Wednesday, November 25, 2009

CPU v GPU Procedural Terrain Texture Generation

Its been an interesting week. Having programmed graphics for some time, having read allot about shaders and having used them briefly I know they are powerful tools for the graphics programmer, but I am still slightly in awe of how quick they are.

It should be noted before reading any further that this is the first shader I have ever written. I've used and modified shaders before such as Sean O'Neil's atmospheric scattering (there is a post below somewhere) and some bumpmapping, but all code in this shader is mine and therefore possibly with some rookie mistakes.

Lets first refresh on the very simple texture generation technique currently implemented. The user specifies a list of terrain regions. Each region has texture data, an optimal, min and max height associated with it. For each pixel in the texture being generated the terrain height at that position is queried, interpolated if required (if the texture is higher resolution than the terrain mesh). This height is then compared to all terrain regions and a colour of the pixel is based on the strength of this height within the regions. There are many examples of the results of this algorithm elsewhere in the blog if you have not already seen.



Above can be seen the times used to generate the textures in software. 2048x2048 taking almost 1 minute! My code in this area isn't by any means heavily optimised, but is well written. Its a relatively simple algorithm of iterating though a list and comparing the height value against the region. Previously when procedurally generating a planet at run-time the texture size of choice was 256x256. This provided average detail but with the generation time of about 1 second, a freeze in movement was very obvious.

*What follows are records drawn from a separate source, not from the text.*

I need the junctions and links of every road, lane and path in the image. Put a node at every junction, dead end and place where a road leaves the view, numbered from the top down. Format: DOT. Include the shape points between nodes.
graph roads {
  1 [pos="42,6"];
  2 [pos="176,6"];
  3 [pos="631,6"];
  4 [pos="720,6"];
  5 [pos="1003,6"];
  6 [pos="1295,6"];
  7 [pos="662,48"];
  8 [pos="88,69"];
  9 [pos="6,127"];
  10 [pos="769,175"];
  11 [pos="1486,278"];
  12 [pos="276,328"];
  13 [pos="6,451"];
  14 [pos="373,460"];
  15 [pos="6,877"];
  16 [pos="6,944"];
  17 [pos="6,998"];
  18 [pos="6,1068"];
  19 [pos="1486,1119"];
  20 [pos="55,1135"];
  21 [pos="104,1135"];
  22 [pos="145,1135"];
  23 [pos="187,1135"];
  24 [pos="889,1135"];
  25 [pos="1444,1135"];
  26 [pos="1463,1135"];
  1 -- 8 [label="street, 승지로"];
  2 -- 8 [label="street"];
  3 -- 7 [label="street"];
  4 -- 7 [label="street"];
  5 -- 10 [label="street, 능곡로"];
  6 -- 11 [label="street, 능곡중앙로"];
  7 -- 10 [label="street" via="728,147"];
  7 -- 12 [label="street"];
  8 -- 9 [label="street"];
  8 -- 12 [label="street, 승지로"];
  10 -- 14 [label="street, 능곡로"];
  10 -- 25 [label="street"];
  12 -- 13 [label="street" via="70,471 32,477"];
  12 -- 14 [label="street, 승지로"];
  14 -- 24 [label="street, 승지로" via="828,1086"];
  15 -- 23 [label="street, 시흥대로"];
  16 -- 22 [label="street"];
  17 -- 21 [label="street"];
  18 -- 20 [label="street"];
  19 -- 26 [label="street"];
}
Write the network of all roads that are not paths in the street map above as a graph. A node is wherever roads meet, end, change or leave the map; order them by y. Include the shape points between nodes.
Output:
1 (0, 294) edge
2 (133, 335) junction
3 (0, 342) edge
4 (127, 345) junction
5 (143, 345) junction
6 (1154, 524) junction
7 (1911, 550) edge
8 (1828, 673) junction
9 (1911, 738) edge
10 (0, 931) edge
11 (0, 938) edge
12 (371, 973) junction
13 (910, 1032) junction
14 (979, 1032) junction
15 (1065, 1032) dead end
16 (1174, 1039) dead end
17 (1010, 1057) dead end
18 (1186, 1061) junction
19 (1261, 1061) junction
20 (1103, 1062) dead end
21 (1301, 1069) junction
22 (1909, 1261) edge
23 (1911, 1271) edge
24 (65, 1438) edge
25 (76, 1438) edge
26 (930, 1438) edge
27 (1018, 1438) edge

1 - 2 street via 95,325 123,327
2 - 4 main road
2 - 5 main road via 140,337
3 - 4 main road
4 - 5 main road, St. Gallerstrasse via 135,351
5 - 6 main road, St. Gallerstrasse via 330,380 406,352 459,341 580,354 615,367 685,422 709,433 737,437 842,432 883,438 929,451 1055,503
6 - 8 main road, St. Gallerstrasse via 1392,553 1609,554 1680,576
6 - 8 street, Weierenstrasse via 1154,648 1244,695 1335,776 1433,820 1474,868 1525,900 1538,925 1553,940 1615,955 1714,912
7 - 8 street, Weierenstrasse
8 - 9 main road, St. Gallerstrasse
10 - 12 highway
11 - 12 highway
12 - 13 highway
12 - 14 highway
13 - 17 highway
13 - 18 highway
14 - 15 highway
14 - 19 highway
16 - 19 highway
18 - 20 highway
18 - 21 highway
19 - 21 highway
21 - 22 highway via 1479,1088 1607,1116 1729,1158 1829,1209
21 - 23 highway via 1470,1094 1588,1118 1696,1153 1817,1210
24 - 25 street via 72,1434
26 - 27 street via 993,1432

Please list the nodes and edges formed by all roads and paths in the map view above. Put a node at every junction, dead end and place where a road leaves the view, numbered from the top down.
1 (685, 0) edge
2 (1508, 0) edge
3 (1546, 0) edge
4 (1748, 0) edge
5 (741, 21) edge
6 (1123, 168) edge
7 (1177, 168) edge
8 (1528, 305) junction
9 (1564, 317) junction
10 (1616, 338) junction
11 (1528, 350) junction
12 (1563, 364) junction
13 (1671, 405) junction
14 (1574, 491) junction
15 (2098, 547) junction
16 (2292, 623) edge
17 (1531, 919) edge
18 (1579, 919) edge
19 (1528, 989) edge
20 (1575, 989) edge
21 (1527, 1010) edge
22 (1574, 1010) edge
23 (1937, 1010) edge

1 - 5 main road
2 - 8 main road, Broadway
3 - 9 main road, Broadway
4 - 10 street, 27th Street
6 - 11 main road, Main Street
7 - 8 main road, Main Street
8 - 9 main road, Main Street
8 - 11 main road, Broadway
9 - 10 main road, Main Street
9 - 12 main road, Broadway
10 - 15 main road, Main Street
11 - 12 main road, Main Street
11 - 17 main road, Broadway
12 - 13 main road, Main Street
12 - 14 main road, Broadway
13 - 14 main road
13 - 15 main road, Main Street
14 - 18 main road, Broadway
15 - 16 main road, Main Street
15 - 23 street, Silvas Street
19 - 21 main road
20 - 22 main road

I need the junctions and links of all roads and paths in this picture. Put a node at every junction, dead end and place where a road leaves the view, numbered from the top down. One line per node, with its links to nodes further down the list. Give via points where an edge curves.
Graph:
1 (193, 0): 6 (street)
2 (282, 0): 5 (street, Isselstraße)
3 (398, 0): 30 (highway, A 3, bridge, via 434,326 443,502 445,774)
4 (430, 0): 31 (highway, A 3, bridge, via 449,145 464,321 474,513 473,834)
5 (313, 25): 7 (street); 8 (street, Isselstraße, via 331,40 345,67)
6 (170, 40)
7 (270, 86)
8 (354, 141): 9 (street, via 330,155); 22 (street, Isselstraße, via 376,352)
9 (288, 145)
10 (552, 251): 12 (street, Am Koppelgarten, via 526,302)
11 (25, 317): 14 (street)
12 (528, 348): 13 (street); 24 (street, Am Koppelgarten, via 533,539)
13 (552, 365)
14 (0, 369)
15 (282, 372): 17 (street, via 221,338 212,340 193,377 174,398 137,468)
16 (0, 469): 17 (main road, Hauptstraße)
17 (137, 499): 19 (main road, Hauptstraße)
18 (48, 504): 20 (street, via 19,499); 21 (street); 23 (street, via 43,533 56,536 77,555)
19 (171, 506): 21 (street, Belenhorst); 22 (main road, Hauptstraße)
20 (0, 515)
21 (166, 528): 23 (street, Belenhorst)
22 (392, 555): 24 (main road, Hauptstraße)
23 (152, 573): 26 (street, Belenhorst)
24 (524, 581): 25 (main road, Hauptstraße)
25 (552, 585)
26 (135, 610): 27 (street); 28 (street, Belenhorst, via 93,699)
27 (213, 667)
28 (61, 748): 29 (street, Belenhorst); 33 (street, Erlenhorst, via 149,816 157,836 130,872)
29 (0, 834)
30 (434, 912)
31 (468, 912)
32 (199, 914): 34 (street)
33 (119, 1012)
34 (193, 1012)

Now on to the better news....



What a difference? These times include the full process of using a the shader
  • Binding the Frame buffer so that the texture can be rendered off screen,
  • Enabling the Vertex and Fragment shader, binding the textures required.
  • Rendering the texture
  • Unbinding/disabling everything used during this sequence. 
To get a better approximation on the time used to generate this texture in hardware the times above are also an average of 5000 iterations (that applies only to the GPU times as it would take over 3 days waiting for 5000 2048x2048 CPU textures to be generated).
Here is the fragment shader, which does all the work. The vertex shader just passes the vertex down the render pipeline.

struct vOutput
{
    float4 color : COLOR;
};

struct TextureRegion
{
    float2 startTextureCoord;
    float2 endTextureCoord;

    float optimalHeight;
    float minHeight;
    float maxHeight;
};

vOutput Main(float2 texCoord : TEXCOORD0,
             uniform sampler2D heightMap : TEX0,
             uniform sampler2D terrainTexture : TEX1,
             uniform int terrainTextureRepeat,
             uniform sampler2D detailTexture : TEX2,
             uniform int detailTextureRepeat,
             uniform float blendingRatio,
             uniform TextureRegion regions[4])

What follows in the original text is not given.